Frankly, the chief problem of rural education is something that we don't simplify enough. It is the problem of dollars and cents. You and I know that. We also know that in very many cases the problem cannot be solved by just increasing the local taxes because the taxable values are just not there.

I have pointed out before that the gap between the educational standards in the richer communities and those in the poorer communities is far greater today than it was a hundred years ago. I think I have said this six years ago. And we have got to turn the course of that trend.

We must find the means of closing the gap- by raising the standards in the poorer communities. And that ought to be stressed morning, noon, and night.

I believe that the Federal Government should render financial aid where it is needed, but only where it is needed. I don't mean Federal aid in the town of Hyde Park in Dutchess County. We have got taxable values, and we can handle our own schools. I live there part of the time. But we do need Federal aid down in Georgia, where I live also a part of the time. Down there they haven't got the taxable values. Only where it is needed in communities where farming does not pay much, where land values have depreciated through erosion or through flood or drought, where industries have moved away, where transport facilities are inadequate, or where electricity is unavailable for power and light.

Such Federal Government financial aid should, of course, never involve Government interference with State and local administration and control.
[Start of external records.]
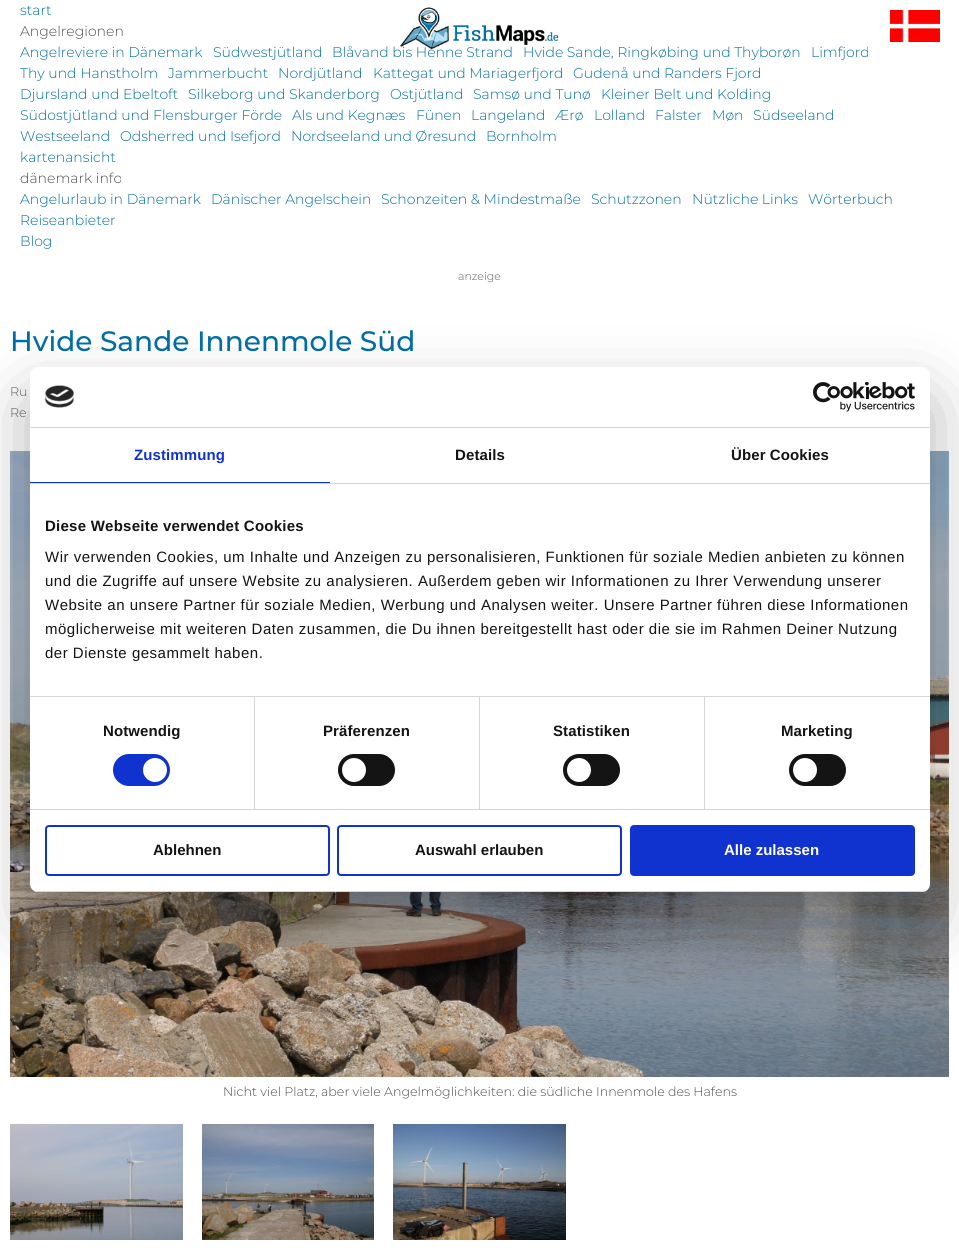 #include <cairo.h>
#include <math.h>
#include <stddef.h>

static cairo_t *c;
static void C(unsigned color){cairo_set_source_rgb(c, (color >> 16) / 255.0, (color >> 8 & 255) / 255.0, (color & 255) / 255.0);}
static void F(const char *family, double size, int italic, int bold){cairo_select_font_face(c, family, italic ? CAIRO_FONT_SLANT_ITALIC : CAIRO_FONT_SLANT_NORMAL,bold ? CAIRO_FONT_WEIGHT_BOLD : CAIRO_FONT_WEIGHT_NORMAL);cairo_set_font_size(c, size);}
static void T(double x, double y, const char *s){cairo_move_to(c, x, y);cairo_show_text(c, s);}
static void L(double x, double y, const char *s, double letter, double word){cairo_move_to(c, x, y);while (*s) {char ch[5] = {0};int n = 0;do ch[n++] = *s++; while ((*s & 0xC0) == 0x80);cairo_show_text(c, ch);cairo_rel_move_to(c, letter + word * (*ch == ' '), 0);}}
static void R(double x, double y, double w, double h){cairo_rectangle(c, x, y, w, h);cairo_fill(c);}
static void Q(double x, double y, double w, double h, double r){cairo_new_sub_path(c);cairo_arc(c, x + w - r, y + h - r, r, 0, M_PI / 2);cairo_arc(c, x + r, y + h - r, r, M_PI / 2, M_PI);cairo_arc(c, x + r, y + r, r, M_PI, 1.5 * M_PI);cairo_arc(c, x + w - r, y + r, r, 1.5 * M_PI, 2 * M_PI);cairo_close_path(c);}
static void S(double x, double y, double w, double h, double r, double blur, double alpha){cairo_push_group_with_content(c, CAIRO_CONTENT_ALPHA);cairo_set_operator(c, CAIRO_OPERATOR_SOURCE);for (int i = 15; i >= -15 && fmin(w, h) + blur * i / 3 > 0; i -= 2) {double e = blur * i / 6;cairo_set_source_rgba(c, 0, 0, 0, alpha * erfc((i - 1) / 8.5) / 2);Q(x - e, y - e, w + 2 * e, h + 2 * e, fmax(0, fmin(r + e + blur * .6, fmin(w, h) / 2 + e)));cairo_fill(c);}cairo_pattern_t *soft = cairo_pop_group(c);cairo_mask(c, soft);cairo_pattern_destroy(soft);}
static void I(const char *path, double x, double y, double w, double h){cairo_surface_t *image = cairo_image_surface_create_from_png(path);cairo_save(c);cairo_set_source_surface(c, image, x, y);cairo_rectangle(c, x, y, w, h);cairo_fill(c);cairo_restore(c);cairo_surface_destroy(image);}
int main(void) {
cairo_surface_t *surface = cairo_image_surface_create(CAIRO_FORMAT_RGB24, 959, 1258);
c = cairo_create(surface);
cairo_font_options_t *options = cairo_font_options_create();
cairo_font_options_set_hint_metrics(options, CAIRO_HINT_METRICS_OFF);
cairo_font_options_set_hint_style(options, CAIRO_HINT_STYLE_NONE);
cairo_set_font_options(c, options);
cairo_set_miter_limit(c, 4);
C(0xffffff);
cairo_paint(c);
F("Montserrat Light",14,0,0);
C(0x006ea7);
T(20,15,"start");
C(0x4d4d4d);
T(20,36,"Angelregionen");
C(0x006ea7);
T(20,57,"Angelreviere in Dänemark");
T(213,57,"Südwestjütland");
T(332,57,"Blåvand bis Henne Strand");
T(523,57,"Hvide Sande, Ringkøbing und Thyborøn");
T(811,57,"Limfjord");
T(20,78,"Thy und Hanstholm");
T(168,78,"Jammerbucht");
T(278,78,"Nordjütland");
T(373,78,"Kattegat und Mariagerfjord");
T(573,78,"Gudenå und Randers Fjord");
T(20,99,"Djursland und Ebeltoft");
T(188,99,"Silkeborg und Skanderborg");
T(390,99,"Ostjütland");
T(473,99,"Samsø und Tunø");
T(601,99,"Kleiner Belt und Kolding");
T(20,120,"Südostjütland und Flensburger Förde");
T(292,120,"Als und Kegnæs");
T(416,120,"Fünen");
T(471,120,"Langeland");
T(555,120,"Ærø");
T(594,120,"Lolland");
T(655,120,"Falster");
T(712,120,"Møn");
T(753,120,"Südseeland");
T(20,141,"Westseeland");
T(120,141,"Odsherred und Isefjord");
T(291,141,"Nordseeland und Øresund");
T(486,141,"Bornholm");
T(20,162,"kartenansicht");
C(0x4d4d4d);
T(20,183,"dänemark info");
C(0x006ea7);
T(20,204,"Angelurlaub in Dänemark");
T(211,204,"Dänischer Angelschein");
T(381,204,"Schonzeiten & Mindestmaße");
T(591,204,"Schutzzonen");
T(692,204,"Nützliche Links");
T(808,204,"Wörterbuch");
T(20,225,"Reiseanbieter");
T(20,246,"Blog");
I("1.png",400,7,159,42);
I("2.png",890,10,50,32);
F("Montserrat Light",11,0,0);
C(0x5e5e5e);
T(458,280,"anzeige");
F("Montserrat Medium",28,0,0);
C(0x006ea7);
T(10,351,"Hvide Sande Innenmole Süd");
F("Montserrat Light",12.6,0,0);
C(0x5e5e5e);
T(10,396,"Ru");
T(10,417,"Re");
I("3.png",10,451,939,626);
C(0x4d4d4d);
T(223,1096,"Nicht viel Platz, aber viele Angelmöglichkeiten: die südliche Innenmole des Hafens");
I("4.png",10,1124,173,116);
I("5.png",202,1124,172,116);
I("6.png",393,1124,173,116);
C(0x000000);
S(30,399,900,525,8,34,.3);
C(0xffffff);
Q(30,367,900,525,8);
cairo_fill(c);
C(0xd6d6d6);
R(30,427,900,1);
I("7.png",44,385,30,23);
I("8.png",813,382,102,30);
R(30,483,900,1);
C(0x1032cf);
R(30,482,300,1);
F("Liberation Sans",15,0,1);
L(134,460,"Zustimmung",.1,0);
C(0x141414);
L(455,460,"Details",.1,0);
L(731,460,"Über Cookies",.1,0);
C(0xd6d6d6);
R(30,696,900,1);
C(0x141414);
L(45,531,"Diese Webseite verwendet Cookies",.25,0);
F("Liberation Sans",15,0,0);
L(45,562,"Wir verwenden Cookies, um Inhalte und Anzeigen zu personalisieren, Funktionen für soziale Medien anbieten zu können",.5,0);
L(45,586,"und die Zugriffe auf unsere Website zu analysieren. Außerdem geben wir Informationen zu Ihrer Verwendung unserer",.5,0);
L(45,610,"Website an unsere Partner für soziale Medien, Werbung und Analysen weiter. Unsere Partner führen diese Informationen",.5,0);
L(45,634,"möglicherweise mit weiteren Daten zusammen, die Du ihnen bereitgestellt hast oder die sie im Rahmen Deiner Nutzung",.5,0);
L(45,658,"der Dienste gesammelt haben.",.5,0);
C(0xd6d6d6);
R(30,809,900,1);
R(254,697,1,112);
F("Liberation Sans",15,0,1);
C(0x141414);
L(103,736,"Notwendig",.1,0);
C(0x1032cf);
Q(113,754,57,32,16);
cairo_fill(c);
C(0xffffff);
cairo_arc(c,155,770,12,0,2 * M_PI);
cairo_fill(c);
C(0xd6d6d6);
R(479,697,1,112);
C(0x141414);
L(323,736,"Präferenzen",.1,0);
Q(338,754,57,32,16);
cairo_fill(c);
C(0xffffff);
cairo_arc(c,354,770,12,0,2 * M_PI);
cairo_fill(c);
C(0xd6d6d6);
R(704,697,1,112);
C(0x141414);
L(553,736,"Statistiken",.1,0);
Q(563,754,57,32,16);
cairo_fill(c);
C(0xffffff);
cairo_arc(c,579,770,12,0,2 * M_PI);
cairo_fill(c);
C(0x141414);
L(781,736,"Marketing",.1,0);
Q(789,754,57,32,16);
cairo_fill(c);
C(0xffffff);
cairo_arc(c,805,770,12,0,2 * M_PI);
cairo_fill(c);
cairo_save(c);
Q(30,367,900,525,8);
cairo_clip(c);
C(0xd6d6d6);
R(30,891,900,1);
cairo_restore(c);
Q(46,826,283,49,3);
C(0x1032cf);
cairo_stroke(c);
C(0x141414);
T(153,855,"Ablehnen");
Q(338,826,283,49,3);
C(0x1032cf);
cairo_stroke(c);
C(0x141414);
T(415,855,"Auswahl erlauben");
C(0x1032cf);
Q(631,826,283,49,3);
cairo_fill_preserve(c);
cairo_stroke(c);
C(0xffffff);
T(724,855,"Alle zulassen");
cairo_surface_write_to_png(surface, "o.png");
cairo_font_options_destroy(options);
cairo_destroy(c);
cairo_surface_destroy(surface);
return 0;
}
It must purely and simply provide the guarantee that this country is big enough, and as a whole rich enough and great enough, to give to all of its children the right to a free education.

Closely related to this whole problem is the question of the health of our young people. And we who are interested in education can bring the problem, I think, much more closely and with perhaps a greater sympathy, to all the homes of the country, if we can tie in health with education.

Here again we cannot boast of what we have done to solve the problem of health. We cannot boast of our part in this war without a feeling of guilt- for about 40 percent of all the men who were examined under the selective service had to be rejected for military service for physical or mental reasons. And we ought to hang our heads in shame at that statement.

We cannot be satisfied with the state of this Nation if a large percentage of our children are not being given the opportunity to achieve good health as well as good education.

We can put it this way, if we want—if you care about education: what's the use of giving them an education without their having good health to use it when they grow up?

I believe that our educators—those who are close to the children of the land- ought to consider these two problems together. I believe that from conferences such as this one, we may produce constructive plans looking toward substantial improvement in the American standard of living in education as a part of our standard of living, as well as breakfast, school lunch, and supper. And that means better production, better clothes, better food, better housing, more recreation, more enjoyment of life. These things do not come about from wishful thinking they come from hard work, from realistic thinking by those who are sincerely devoted to the solution of these problems.

We do not pretend that we can reach our goals overnight but. if we seek them day in and day out, we may in our own lives take our rural educational system out of what was called, once upon a time, by a certain gentleman, the horse and buggy age.

Your Conference this year has met at a time when the forces of evil have their backs to the wall—at a time when all the civilized world is more than ever determined that such wars cannot, will not, happen again.

Nothing can provide a stronger bulwark in the years to come than an educated and enlightened and tolerant citizenry, equipped with the armed force necessary to stop aggression and warfare in this world.

So, to you of this Conference, and to all similar groups devoted to the cause of a better America, in the big places and the small places, the Nation will look for advice and guidance as, in democratic fashion, it works out the designs of the future.